Changes in main and side-chain positioning for the two asymmetric units of S100B-Ca²⁺ (model A and B) upon binding TRTK-12. (a) The average RMSDs for the position of main-chain atoms for the two asymmetric units, Model A and Model B, were compared for the X-ray structure of S100B-Ca²⁺. (b) The average RMSDs for the position of side-chain atoms for the two asymmetric units, Model A and Model B, were compared next for the X-ray structure of S100B-Ca²⁺. (c) The average RMSDs for the position of main-chain atoms were compared for the X-ray structures of S100B-Ca²⁺ (model A) and S100B-Ca²⁺-TRTK12. (d) The average RMSDs for the position of side-chain atoms were compared for the X-ray structures S100B-Ca²⁺ (model A) and S100B-Ca²⁺-TRTK. (e) The average RMSDs for the position of main-chain atoms were compared for the X-ray structures of S100B-Ca²⁺ (model B) and S100B-Ca²⁺-TRTK12. (f) The average RMSDs for the position of side-chain atoms were compared for the X-ray structures of S100B-Ca²⁺ (model B) and S100B-Ca²⁺-TRTK. Those residues that have an average RMSD for main-chain and side-chain value greater than 0.4 and 1.0 Å, respectively, are labeled.
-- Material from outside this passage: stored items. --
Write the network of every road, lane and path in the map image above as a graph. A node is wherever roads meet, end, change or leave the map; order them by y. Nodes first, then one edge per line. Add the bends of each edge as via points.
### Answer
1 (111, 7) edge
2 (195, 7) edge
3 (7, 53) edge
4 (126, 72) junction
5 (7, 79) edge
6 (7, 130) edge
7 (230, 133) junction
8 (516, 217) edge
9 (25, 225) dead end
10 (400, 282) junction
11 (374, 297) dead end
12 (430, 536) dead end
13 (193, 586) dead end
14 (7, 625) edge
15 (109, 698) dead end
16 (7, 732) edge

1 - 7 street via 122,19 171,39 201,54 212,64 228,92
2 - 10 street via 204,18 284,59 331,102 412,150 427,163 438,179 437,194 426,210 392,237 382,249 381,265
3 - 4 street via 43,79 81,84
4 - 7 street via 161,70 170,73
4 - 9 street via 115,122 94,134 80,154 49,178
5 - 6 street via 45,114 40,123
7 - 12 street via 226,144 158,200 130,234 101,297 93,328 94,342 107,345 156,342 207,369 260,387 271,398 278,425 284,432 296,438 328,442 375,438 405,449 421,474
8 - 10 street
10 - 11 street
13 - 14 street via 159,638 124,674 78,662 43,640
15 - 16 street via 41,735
Residues of S100B-Ca²⁺ that are affected by TRTK-12 binding are labeled in red.

Figure 6

Graph showing B-factor values for each residue in S100B-Ca²⁺ in the absence and presence of bound TRTK-12. (a) Average of main-chain atoms B-factor values per residue of S100B for S100B-Ca²⁺; model A (blue diamonds), S100B-Ca²⁺; model B (green squares), S100B-Ca²⁺-TRTK (red triangle). (inset) Average of main-chain atoms B-factor values per residues of S100B for S100B-Ca²⁺-pentamidine (orange pluses) and S100B-Ca²⁺-TRTK (red triangle). (b) Average of all atoms B-factors per residue of S100B for S100B-Ca²⁺; model A (blue diamonds), Ca²⁺-S100B; model B (green squares), S100B-Ca²⁺-TRTK (red triangle). (inset) Average of all atoms B-factors per residue of S100B for S100B-Ca²⁺-pentamidine (orange pluses) and S100B-Ca²⁺-TRTK (red triangle). (c) Ribbon diagram of the X-ray structure of S100B-Ca²⁺-TRTK (3IQQ) illustrating the residues of S100B (in red) that showed significant changes in B-factor values when the X-ray structural models for S100B-Ca²⁺-TRTK and S100B-Ca²⁺ (i.e. for both models A and B) were compared.